Stavolta la coreografia conta quanto la sostanza, forse di più. Il cdm di ieri era necessario per prorogare di 10 giorni l’obbligo delle mascherine all’aperto ma l’intenzione di rendere plasticamente il segno della ripartenza è palese e la necessità inusuale di riunire il governo di lunedì, subito dopo la rielezione di Mattarella, si presta all’occorrenza. Al resto ci pensa Draghi. In apertura di riunione fa il giro del tavolo e stringe la mano ai ministri uno per uno. Non c’è bisogno di parole per chiarire il significato di un gesto mai fatto prima: soddisfazione per essere ancora in squadra e in sella, accento sulla necessità di premere l’acceleratore a tavoletta dopo il rallentamento degli ultimi mesi. A frenare, secondo la versione ufficiosa, è stata la mediazione con i partiti. Sul particolare per cui quella necessità derivava dall’obiettivo quirinalizio del premier si preferisce glissare.
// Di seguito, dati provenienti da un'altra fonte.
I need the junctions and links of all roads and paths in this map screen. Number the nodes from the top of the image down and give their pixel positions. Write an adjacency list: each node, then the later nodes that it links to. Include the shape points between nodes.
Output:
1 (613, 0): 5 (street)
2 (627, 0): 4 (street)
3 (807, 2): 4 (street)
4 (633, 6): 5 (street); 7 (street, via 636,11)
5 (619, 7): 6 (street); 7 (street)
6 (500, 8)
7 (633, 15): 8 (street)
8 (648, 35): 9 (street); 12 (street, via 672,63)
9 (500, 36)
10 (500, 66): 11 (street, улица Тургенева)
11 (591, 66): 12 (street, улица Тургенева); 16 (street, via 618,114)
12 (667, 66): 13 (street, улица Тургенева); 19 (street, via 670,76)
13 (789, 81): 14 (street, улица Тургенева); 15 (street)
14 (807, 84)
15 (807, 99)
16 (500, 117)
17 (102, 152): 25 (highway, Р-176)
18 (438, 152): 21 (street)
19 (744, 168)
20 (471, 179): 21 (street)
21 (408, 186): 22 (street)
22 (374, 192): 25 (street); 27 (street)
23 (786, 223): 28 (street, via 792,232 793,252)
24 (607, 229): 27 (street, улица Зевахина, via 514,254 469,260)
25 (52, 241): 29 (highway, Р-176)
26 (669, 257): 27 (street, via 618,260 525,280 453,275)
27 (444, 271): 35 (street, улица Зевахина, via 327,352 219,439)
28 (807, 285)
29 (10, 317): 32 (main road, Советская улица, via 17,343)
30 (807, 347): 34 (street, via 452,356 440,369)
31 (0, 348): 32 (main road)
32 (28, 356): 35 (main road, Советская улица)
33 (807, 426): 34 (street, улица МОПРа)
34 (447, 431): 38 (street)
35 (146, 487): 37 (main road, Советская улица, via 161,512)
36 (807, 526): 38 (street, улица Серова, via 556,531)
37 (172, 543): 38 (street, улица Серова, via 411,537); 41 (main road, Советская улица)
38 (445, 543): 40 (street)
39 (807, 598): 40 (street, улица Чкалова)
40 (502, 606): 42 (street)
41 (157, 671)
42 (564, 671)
POI DRAGHI SI RIVOLGE ai ministri, chiede l’applauso scrosciante per il nuovo-vecchio presidente, lo ringrazia e conferma che gli obiettivi del Colle e quelli di Chigi coincidono alla perfezione: lotta alla pandemia, ripresa dell’economia. Su questo fronte il premier non nasconde orgoglio e soddisfazione per il dato sulla crescita del 6,5%, risultato brillante e che è sì prodotto della ripresa globale ma «anche delle misure messe in campo dal governo». Non che ci si possa fermare a scambiarsi vicendevoli complimenti però. Il 30 giugno dovrebbe arrivare la seconda rata del Pnrr, 24,1 miliardi. Quella già erogata, di uguale consistenza, è oggetto di verifica a Bruxelles. Per il via libera alla nuova rata bisognerà certificare il conseguimento di 45 obiettivi, i quali però saranno anche decisivi per il verdetto sulla prima tranche. In cinque mesi ci si gioca tutto. Dunque il premier distribuisce i compiti a casa. Per il prossimo cdm, domani, tutti dovranno portare il rendiconto sullo stato degli investimenti e delle riforme di loro competenza.
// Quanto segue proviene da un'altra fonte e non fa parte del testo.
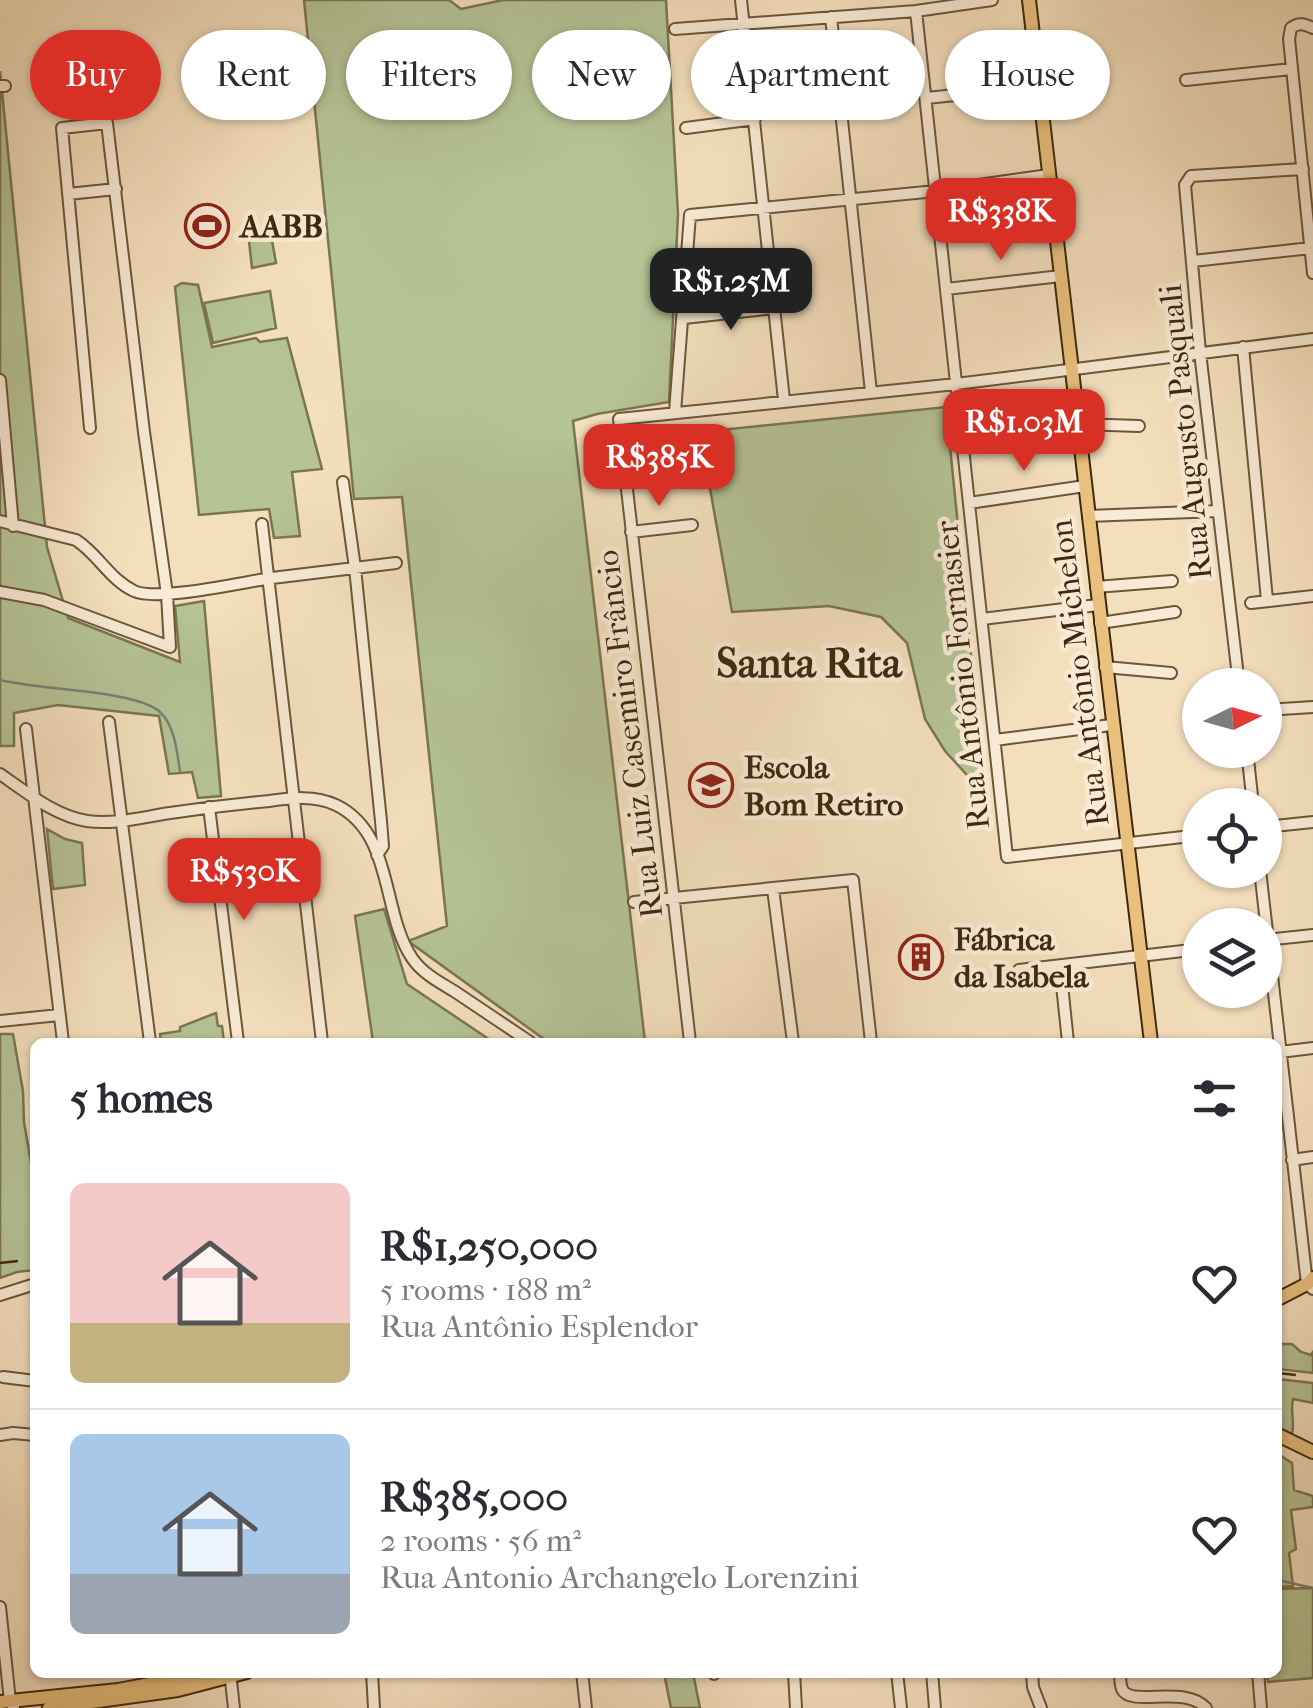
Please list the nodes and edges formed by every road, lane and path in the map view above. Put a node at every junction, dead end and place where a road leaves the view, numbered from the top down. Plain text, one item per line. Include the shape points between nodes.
1 (741, 0) edge
2 (992, 0) edge
3 (1029, 0) edge
4 (916, 11) junction
5 (831, 17) junction
6 (744, 24) junction
7 (1313, 28) edge
8 (675, 29) dead end
9 (745, 30) edge
10 (1032, 30) edge
11 (1292, 69) junction
12 (1186, 80) dead end
13 (945, 96) edge
14 (927, 98) junction
15 (747, 120) edge
16 (755, 120) edge
17 (1042, 120) edge
18 (686, 128) dead end
19 (1303, 169) junction
20 (1048, 175) junction
21 (116, 189) junction
22 (936, 191) junction
23 (68, 194) junction
24 (852, 199) junction
25 (764, 208) junction
26 (1311, 248) edge
27 (1193, 261) junction
28 (1313, 272) edge
29 (1060, 276) junction
30 (946, 289) junction
31 (774, 308) junction
32 (684, 318) junction
33 (1313, 339) edge
34 (1243, 346) junction
35 (1200, 352) junction
36 (1072, 370) junction
37 (0, 380) edge
38 (956, 384) junction
39 (871, 392) junction
40 (784, 400) junction
41 (675, 412) junction
42 (1079, 424) junction
43 (1139, 426) dead end
44 (90, 428) dead end
45 (343, 482) dead end
46 (1085, 486) junction
47 (968, 502) junction
48 (1218, 511) junction
49 (1088, 516) junction
50 (0, 521) edge
51 (262, 524) dead end
52 (692, 525) dead end
53 (13, 526) junction
54 (631, 532) junction
55 (396, 563) dead end
56 (356, 568) junction
57 (269, 578) junction
58 (1172, 581) dead end
59 (1096, 587) junction
60 (0, 592) edge
61 (167, 594) junction
62 (1313, 596) edge
63 (1267, 600) junction
64 (1252, 603) dead end
65 (1098, 605) junction
66 (1175, 612) dead end
67 (982, 619) junction
68 (1100, 624) junction
69 (1105, 666) junction
70 (1237, 668) edge
71 (1172, 673) dead end
72 (1313, 707) edge
73 (1282, 709) edge
74 (109, 722) dead end
75 (1111, 725) junction
76 (26, 728) dead end
77 (995, 740) junction
78 (0, 774) edge
79 (34, 798) junction
80 (294, 798) junction
81 (210, 807) junction
82 (121, 821) junction
83 (1313, 822) edge
84 (1282, 825) edge
85 (1182, 836) edge
86 (1127, 843) junction
87 (378, 856) junction
88 (773, 889) junction
89 (673, 898) junction
90 (634, 902) dead end
91 (1313, 936) edge
92 (1282, 939) edge
93 (1182, 951) edge
94 (1140, 956) junction
95 (1060, 966) junction
96 (1018, 970) dead end
97 (1275, 1008) edge
98 (59, 1014) junction
99 (0, 1021) edge
100 (62, 1038) edge
101 (149, 1038) edge
102 (238, 1038) edge
103 (322, 1038) edge
104 (524, 1038) edge
105 (690, 1038) edge
106 (792, 1038) edge
107 (871, 1038) edge
108 (1068, 1038) edge
109 (1150, 1038) edge
110 (1278, 1038) edge
111 (1313, 1048) edge
112 (1282, 1052) edge
113 (1282, 1070) edge
114 (1313, 1157) edge
115 (1292, 1160) junction
116 (1311, 1284) edge
117 (30, 1286) edge
118 (0, 1295) edge
119 (1282, 1297) edge
120 (3, 1377) dead end
121 (30, 1380) edge
122 (0, 1435) edge
123 (30, 1435) edge
124 (1282, 1436) edge
125 (1313, 1452) edge
126 (0, 1607) edge
127 (196, 1678) edge
128 (214, 1678) edge
129 (231, 1678) edge
130 (372, 1678) edge
131 (583, 1678) edge
132 (794, 1678) edge
133 (898, 1678) edge
134 (932, 1678) edge
135 (1032, 1678) edge
136 (1121, 1678) edge
137 (1258, 1678) edge
138 (176, 1685) junction
139 (126, 1697) edge
140 (1203, 1704) edge
141 (7, 1705) edge
142 (49, 1708) edge
143 (234, 1708) edge
144 (374, 1708) edge
145 (586, 1708) edge
146 (796, 1708) edge
147 (901, 1708) edge
148 (935, 1708) edge
149 (1041, 1708) edge
150 (1261, 1708) edge

1 - 6 street
2 - 4 street
3 - 10 main road, Rua Antônio Michelon
4 - 5 street
4 - 14 street, Rua Antônio Fornasier
5 - 6 street
5 - 24 street
6 - 8 street
6 - 9 street
7 - 11 street via 1291,28
11 - 12 street
11 - 19 street
13 - 14 street
14 - 22 street, Rua Antônio Fornasier
15 - 18 street
16 - 25 street
17 - 20 main road, Rua Antônio Michelon
19 - 26 street
19 - 27 street, Rua Augusto Pasquali via 1191,176 1185,185
20 - 22 street
20 - 29 main road, Rua Antônio Michelon
21 - 23 street
21 - 23 street via 108,123 62,128
21 - 61 street
22 - 24 street
22 - 30 street, Rua Antônio Fornasier
23 - 44 street
24 - 25 street
24 - 39 street
25 - 31 street
25 - 32 street via 690,215
26 - 27 street
26 - 28 street
27 - 35 street, Rua Augusto Pasquali
29 - 30 street
29 - 36 main road, Rua Antônio Michelon
30 - 38 street, Rua Antônio Fornasier
31 - 32 street
31 - 40 street
32 - 41 street
33 - 34 street
34 - 35 street
34 - 63 street
35 - 36 street
35 - 48 street, Rua Augusto Pasquali
36 - 38 street
36 - 42 main road, Rua Antônio Michelon
37 - 53 street
38 - 39 street
38 - 47 street, Rua Antônio Fornasier
39 - 40 street
40 - 41 street
41 - 54 street, Rua Luiz Casemiro Frâncio via 618,419
42 - 43 street
42 - 46 main road, Rua Antônio Michelon
45 - 56 street
46 - 47 street
46 - 49 main road, Rua Antônio Michelon
47 - 67 street, Rua Antônio Fornasier
48 - 49 street
48 - 70 street, Rua Augusto Pasquali
49 - 59 main road, Rua Antônio Michelon
50 - 53 street
51 - 57 street
52 - 54 street
53 - 61 street via 76,540 130,590
54 - 89 street, Rua Luiz Casemiro Frâncio
55 - 56 street
56 - 57 street
56 - 87 street via 381,821
57 - 61 street
57 - 80 street
58 - 59 street
59 - 65 main road, Rua Antônio Michelon
60 - 61 street via 44,600 170,647
62 - 63 street
63 - 64 street
65 - 67 street
65 - 68 main road, Rua Antônio Michelon
66 - 68 street
67 - 77 street, Rua Antônio Fornasier
68 - 69 main road, Rua Antônio Michelon
69 - 71 street
69 - 75 main road, Rua Antônio Michelon
72 - 73 street
74 - 82 street
75 - 77 street
75 - 86 main road, Rua Antônio Michelon
76 - 79 street
77 - 86 street, Rua Antônio Fornasier via 1007,857
78 - 79 street
79 - 82 street via 84,821
79 - 98 street
80 - 81 street
80 - 87 street via 341,808
80 - 103 street
81 - 82 street
81 - 102 street
82 - 101 street
83 - 84 street
85 - 86 street
86 - 94 main road, Rua Antônio Michelon
87 - 104 street via 404,944 420,969
88 - 89 street
88 - 106 street
88 - 107 street via 854,880
89 - 90 street
89 - 105 street, Rua Luiz Casemiro Frâncio
91 - 92 street
93 - 94 street
94 - 95 street
94 - 109 main road, Rua Antônio Michelon
95 - 96 street
95 - 108 street
97 - 110 street
98 - 99 street
98 - 100 street
111 - 112 street
113 - 115 street
114 - 115 street
115 - 116 street
116 - 119 main road
117 - 118 street
120 - 121 street
122 - 123 street
124 - 125 main road
126 - 141 street
127 - 138 main road
128 - 138 main road
129 - 143 street
130 - 144 street
131 - 145 street
132 - 146 street
133 - 147 street
134 - 148 street
135 - 149 street
136 - 140 street via 1122,1691 1136,1701 1189,1697
137 - 150 street
138 - 139 main road
139 - 141 main road
139 - 142 main road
MA SCENOGRAFIA e fiducioso ottimismo a parte, qual è lo stato di salute del governo che ha ripreso ieri la sua marcia? La settimana di fuoco a Montecitorio ha modificato profondamente il quadro e gli equilibri. Delle due coalizioni in campo una è esplosa: il centrodestra non c’è più e i centristi parlano apertamente della necessità di ricucire con la Lega ma non con FdI, perché gli interessi strategici sono ormai troppo divaricati. L’altra, il «campo largo» di Letta, regge sì ma tenuta insieme con lo spago, perché tra il segretario del Pd e il leader traballante dei 5S regnano diffidenza e sospettosità, e perché Conte vive con crescente fastidio la permanenza nella maggioranza.
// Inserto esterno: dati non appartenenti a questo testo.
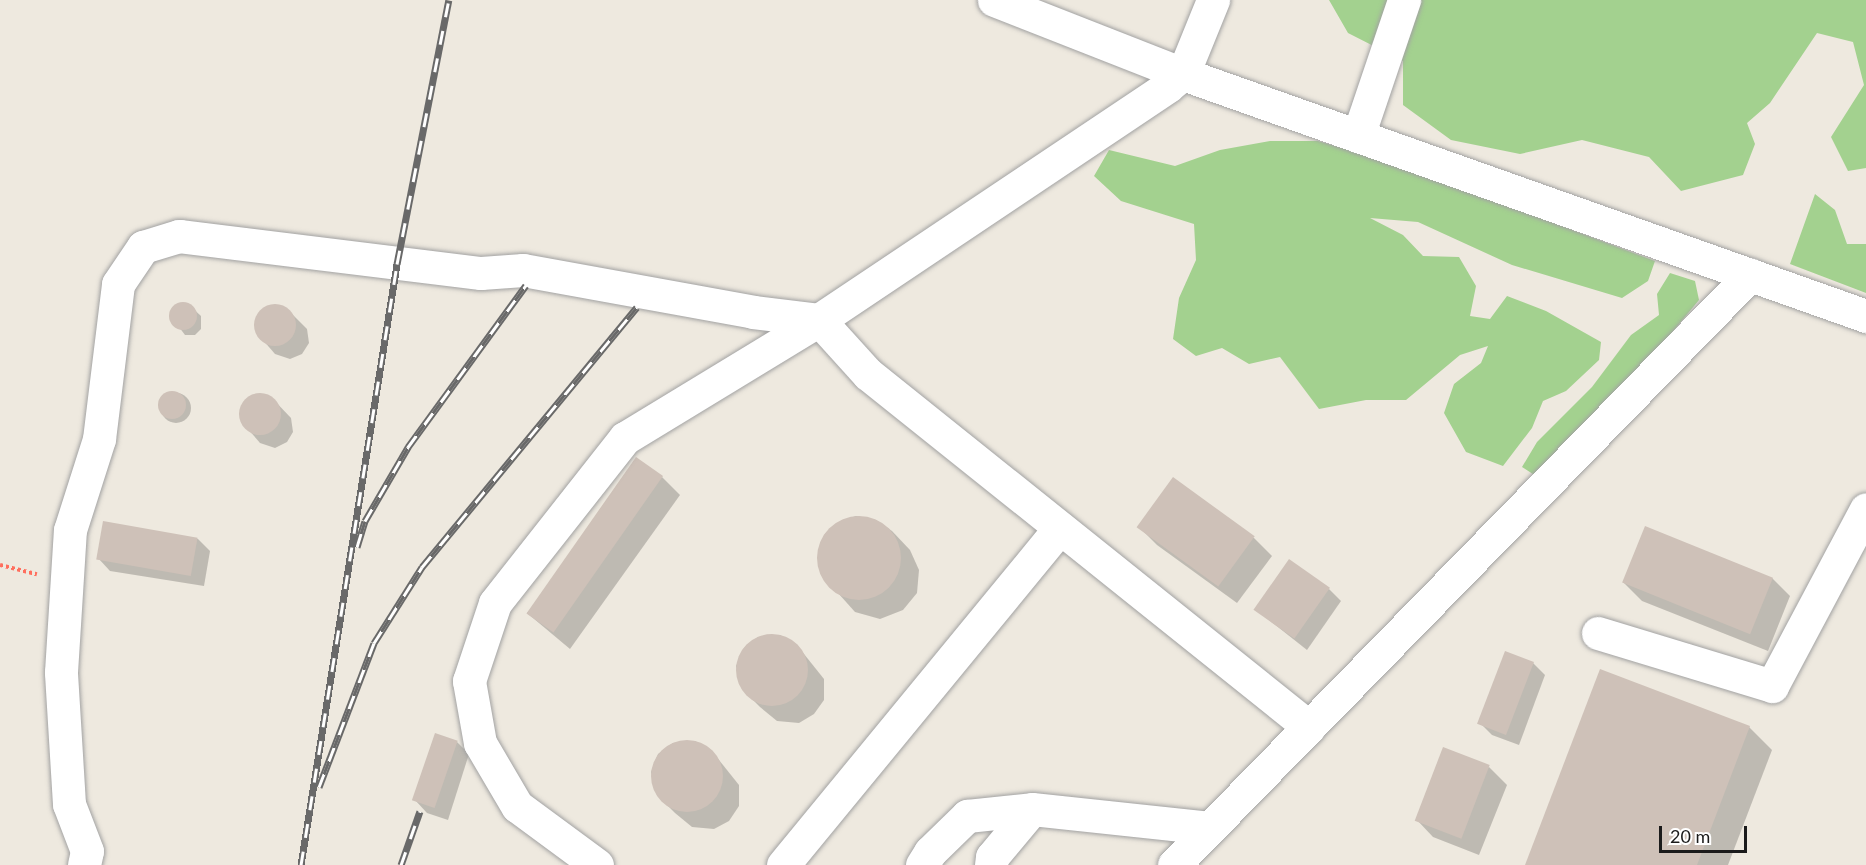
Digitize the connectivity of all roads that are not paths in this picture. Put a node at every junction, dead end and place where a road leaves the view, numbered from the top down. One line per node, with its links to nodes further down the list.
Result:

Salvini, il leader che prima della rielezione di Sergio Mattarella veniva considerato in direzione d’uscita, dovrà ora muoversi con il freno a mano tirato. Esce indebolito da una pessima prova: il partito draghiano composto dal ministro Giancarlo Giorgetti e dai governatori del nord non gli permetterebbe facilmente colpi di testa dei quali, con una legge elettorale proporzionale, avrebbe minor bisogno. La tentazione di uscire dal governo è conseguenza di un testa a testa con l’amica-nemica Giorgia Meloni che col proporzionale verrebbe risolto da solo. Anche se con consensi maggiori nel carniere, la leader di FdI si troverebbe comunque in condizioni di isolamento e difficoltà tali da non poter ambire alla guida del governo.

NELL’INCONTRO con Draghi Salvini farà un po’ di chiasso, reclamerà «un diverso atteggiamento degli alleati nei confronti della Lega», formula dal significato misterioso, insisterà sulla necessità di un nuovo scostamento di bilancio per fronteggiare il rincaro energetico. Quella però non è solo scena: trattasi della vera difficoltà impervia e inattesa che Draghi dovrà affrontare subito.

Anche Conte chiederà misure drastiche contro i rincari. Per lui però il proporzionale renderebbe lo sganciamento dalla maggioranza da cui è tentato meno impossibile. Il prezzo sarebbe la rottura dell’alleanza con il Pd prima del voto. Esorbitante con l’attuale sistema elettorale. Forse tollerabile, nella speranza di fare il pieno di voti, con il proporzionale.